**The records:**
↓↓↓

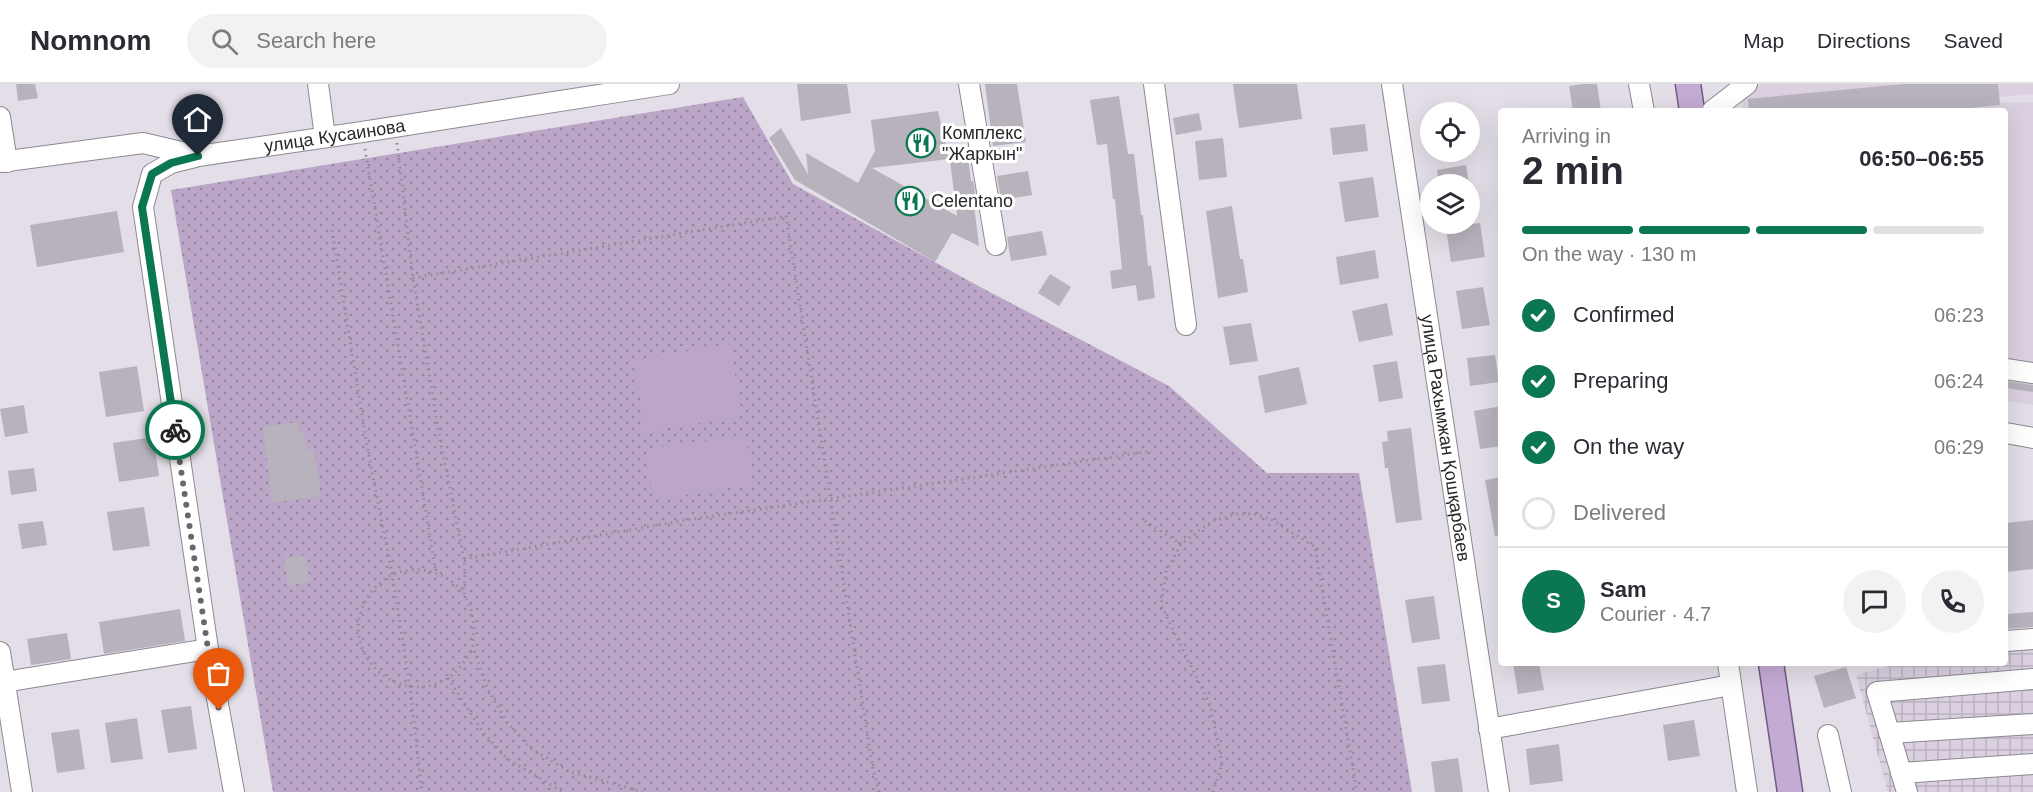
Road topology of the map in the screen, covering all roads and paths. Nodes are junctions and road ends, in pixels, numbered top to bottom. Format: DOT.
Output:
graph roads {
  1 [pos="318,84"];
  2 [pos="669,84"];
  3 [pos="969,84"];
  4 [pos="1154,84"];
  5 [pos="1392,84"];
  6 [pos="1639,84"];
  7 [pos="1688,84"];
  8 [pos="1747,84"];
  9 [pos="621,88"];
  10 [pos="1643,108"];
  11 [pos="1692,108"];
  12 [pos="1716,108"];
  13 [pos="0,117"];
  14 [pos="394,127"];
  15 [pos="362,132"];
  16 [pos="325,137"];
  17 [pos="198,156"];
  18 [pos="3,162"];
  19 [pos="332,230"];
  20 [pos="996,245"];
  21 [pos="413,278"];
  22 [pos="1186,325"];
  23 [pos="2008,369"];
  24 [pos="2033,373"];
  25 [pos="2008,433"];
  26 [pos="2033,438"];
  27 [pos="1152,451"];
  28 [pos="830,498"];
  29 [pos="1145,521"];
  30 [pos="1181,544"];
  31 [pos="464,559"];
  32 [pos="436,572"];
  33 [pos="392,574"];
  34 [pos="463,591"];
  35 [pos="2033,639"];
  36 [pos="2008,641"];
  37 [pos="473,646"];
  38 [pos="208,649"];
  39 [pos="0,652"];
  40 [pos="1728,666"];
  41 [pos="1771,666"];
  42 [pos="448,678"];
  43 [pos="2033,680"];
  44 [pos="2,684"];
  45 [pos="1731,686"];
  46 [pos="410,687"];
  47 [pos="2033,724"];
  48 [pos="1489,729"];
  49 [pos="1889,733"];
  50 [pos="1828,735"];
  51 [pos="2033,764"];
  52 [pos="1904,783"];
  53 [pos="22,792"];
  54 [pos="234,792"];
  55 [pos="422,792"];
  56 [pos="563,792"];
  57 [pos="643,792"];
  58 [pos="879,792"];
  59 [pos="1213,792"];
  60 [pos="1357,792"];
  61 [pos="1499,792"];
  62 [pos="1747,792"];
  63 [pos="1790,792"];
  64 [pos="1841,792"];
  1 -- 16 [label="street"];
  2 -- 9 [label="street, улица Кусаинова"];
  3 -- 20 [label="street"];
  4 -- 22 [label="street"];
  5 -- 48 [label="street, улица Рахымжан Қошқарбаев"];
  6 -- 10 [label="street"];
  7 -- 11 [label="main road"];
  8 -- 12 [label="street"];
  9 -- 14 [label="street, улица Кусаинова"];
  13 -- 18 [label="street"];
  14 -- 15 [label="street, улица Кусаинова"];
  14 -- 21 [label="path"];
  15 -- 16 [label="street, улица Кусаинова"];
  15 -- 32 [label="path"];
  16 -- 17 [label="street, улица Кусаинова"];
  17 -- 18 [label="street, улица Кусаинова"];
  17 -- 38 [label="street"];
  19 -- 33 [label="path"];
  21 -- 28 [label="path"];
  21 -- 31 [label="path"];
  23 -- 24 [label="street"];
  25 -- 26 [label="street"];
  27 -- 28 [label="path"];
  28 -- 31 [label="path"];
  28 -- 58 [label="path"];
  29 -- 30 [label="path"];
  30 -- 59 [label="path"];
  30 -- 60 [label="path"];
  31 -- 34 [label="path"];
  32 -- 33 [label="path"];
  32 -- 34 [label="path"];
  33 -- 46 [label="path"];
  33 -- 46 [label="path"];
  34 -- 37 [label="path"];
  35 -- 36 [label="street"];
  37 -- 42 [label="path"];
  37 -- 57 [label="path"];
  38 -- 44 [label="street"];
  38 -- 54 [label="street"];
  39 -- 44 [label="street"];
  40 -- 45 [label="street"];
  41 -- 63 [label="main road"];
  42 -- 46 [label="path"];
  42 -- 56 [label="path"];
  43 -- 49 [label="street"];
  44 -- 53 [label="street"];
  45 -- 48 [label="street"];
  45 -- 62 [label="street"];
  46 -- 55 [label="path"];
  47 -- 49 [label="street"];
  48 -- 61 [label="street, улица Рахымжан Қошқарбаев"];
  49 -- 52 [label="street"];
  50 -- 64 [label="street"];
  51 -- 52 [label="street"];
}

↑↑↑

**What you need to do:** Above are records with pictures; repeat them exactly, but without the pictures.

**Solved exercise:**
Road topology of the map in the screen, covering all roads and paths. Nodes are junctions and road ends, in pixels, numbered top to bottom. Format: DOT.
Output:
graph roads {
  1 [pos="318,84"];
  2 [pos="669,84"];
  3 [pos="969,84"];
  4 [pos="1154,84"];
  5 [pos="1392,84"];
  6 [pos="1639,84"];
  7 [pos="1688,84"];
  8 [pos="1747,84"];
  9 [pos="621,88"];
  10 [pos="1643,108"];
  11 [pos="1692,108"];
  12 [pos="1716,108"];
  13 [pos="0,117"];
  14 [pos="394,127"];
  15 [pos="362,132"];
  16 [pos="325,137"];
  17 [pos="198,156"];
  18 [pos="3,162"];
  19 [pos="332,230"];
  20 [pos="996,245"];
  21 [pos="413,278"];
  22 [pos="1186,325"];
  23 [pos="2008,369"];
  24 [pos="2033,373"];
  25 [pos="2008,433"];
  26 [pos="2033,438"];
  27 [pos="1152,451"];
  28 [pos="830,498"];
  29 [pos="1145,521"];
  30 [pos="1181,544"];
  31 [pos="464,559"];
  32 [pos="436,572"];
  33 [pos="392,574"];
  34 [pos="463,591"];
  35 [pos="2033,639"];
  36 [pos="2008,641"];
  37 [pos="473,646"];
  38 [pos="208,649"];
  39 [pos="0,652"];
  40 [pos="1728,666"];
  41 [pos="1771,666"];
  42 [pos="448,678"];
  43 [pos="2033,680"];
  44 [pos="2,684"];
  45 [pos="1731,686"];
  46 [pos="410,687"];
  47 [pos="2033,724"];
  48 [pos="1489,729"];
  49 [pos="1889,733"];
  50 [pos="1828,735"];
  51 [pos="2033,764"];
  52 [pos="1904,783"];
  53 [pos="22,792"];
  54 [pos="234,792"];
  55 [pos="422,792"];
  56 [pos="563,792"];
  57 [pos="643,792"];
  58 [pos="879,792"];
  59 [pos="1213,792"];
  60 [pos="1357,792"];
  61 [pos="1499,792"];
  62 [pos="1747,792"];
  63 [pos="1790,792"];
  64 [pos="1841,792"];
  1 -- 16 [label="street"];
  2 -- 9 [label="street, улица Кусаинова"];
  3 -- 20 [label="street"];
  4 -- 22 [label="street"];
  5 -- 48 [label="street, улица Рахымжан Қошқарбаев"];
  6 -- 10 [label="street"];
  7 -- 11 [label="main road"];
  8 -- 12 [label="street"];
  9 -- 14 [label="street, улица Кусаинова"];
  13 -- 18 [label="street"];
  14 -- 15 [label="street, улица Кусаинова"];
  14 -- 21 [label="path"];
  15 -- 16 [label="street, улица Кусаинова"];
  15 -- 32 [label="path"];
  16 -- 17 [label="street, улица Кусаинова"];
  17 -- 18 [label="street, улица Кусаинова"];
  17 -- 38 [label="street"];
  19 -- 33 [label="path"];
  21 -- 28 [label="path"];
  21 -- 31 [label="path"];
  23 -- 24 [label="street"];
  25 -- 26 [label="street"];
  27 -- 28 [label="path"];
  28 -- 31 [label="path"];
  28 -- 58 [label="path"];
  29 -- 30 [label="path"];
  30 -- 59 [label="path"];
  30 -- 60 [label="path"];
  31 -- 34 [label="path"];
  32 -- 33 [label="path"];
  32 -- 34 [label="path"];
  33 -- 46 [label="path"];
  33 -- 46 [label="path"];
  34 -- 37 [label="path"];
  35 -- 36 [label="street"];
  37 -- 42 [label="path"];
  37 -- 57 [label="path"];
  38 -- 44 [label="street"];
  38 -- 54 [label="street"];
  39 -- 44 [label="street"];
  40 -- 45 [label="street"];
  41 -- 63 [label="main road"];
  42 -- 46 [label="path"];
  42 -- 56 [label="path"];
  43 -- 49 [label="street"];
  44 -- 53 [label="street"];
  45 -- 48 [label="street"];
  45 -- 62 [label="street"];
  46 -- 55 [label="path"];
  47 -- 49 [label="street"];
  48 -- 61 [label="street, улица Рахымжан Қошқарбаев"];
  49 -- 52 [label="street"];
  50 -- 64 [label="street"];
  51 -- 52 [label="street"];
}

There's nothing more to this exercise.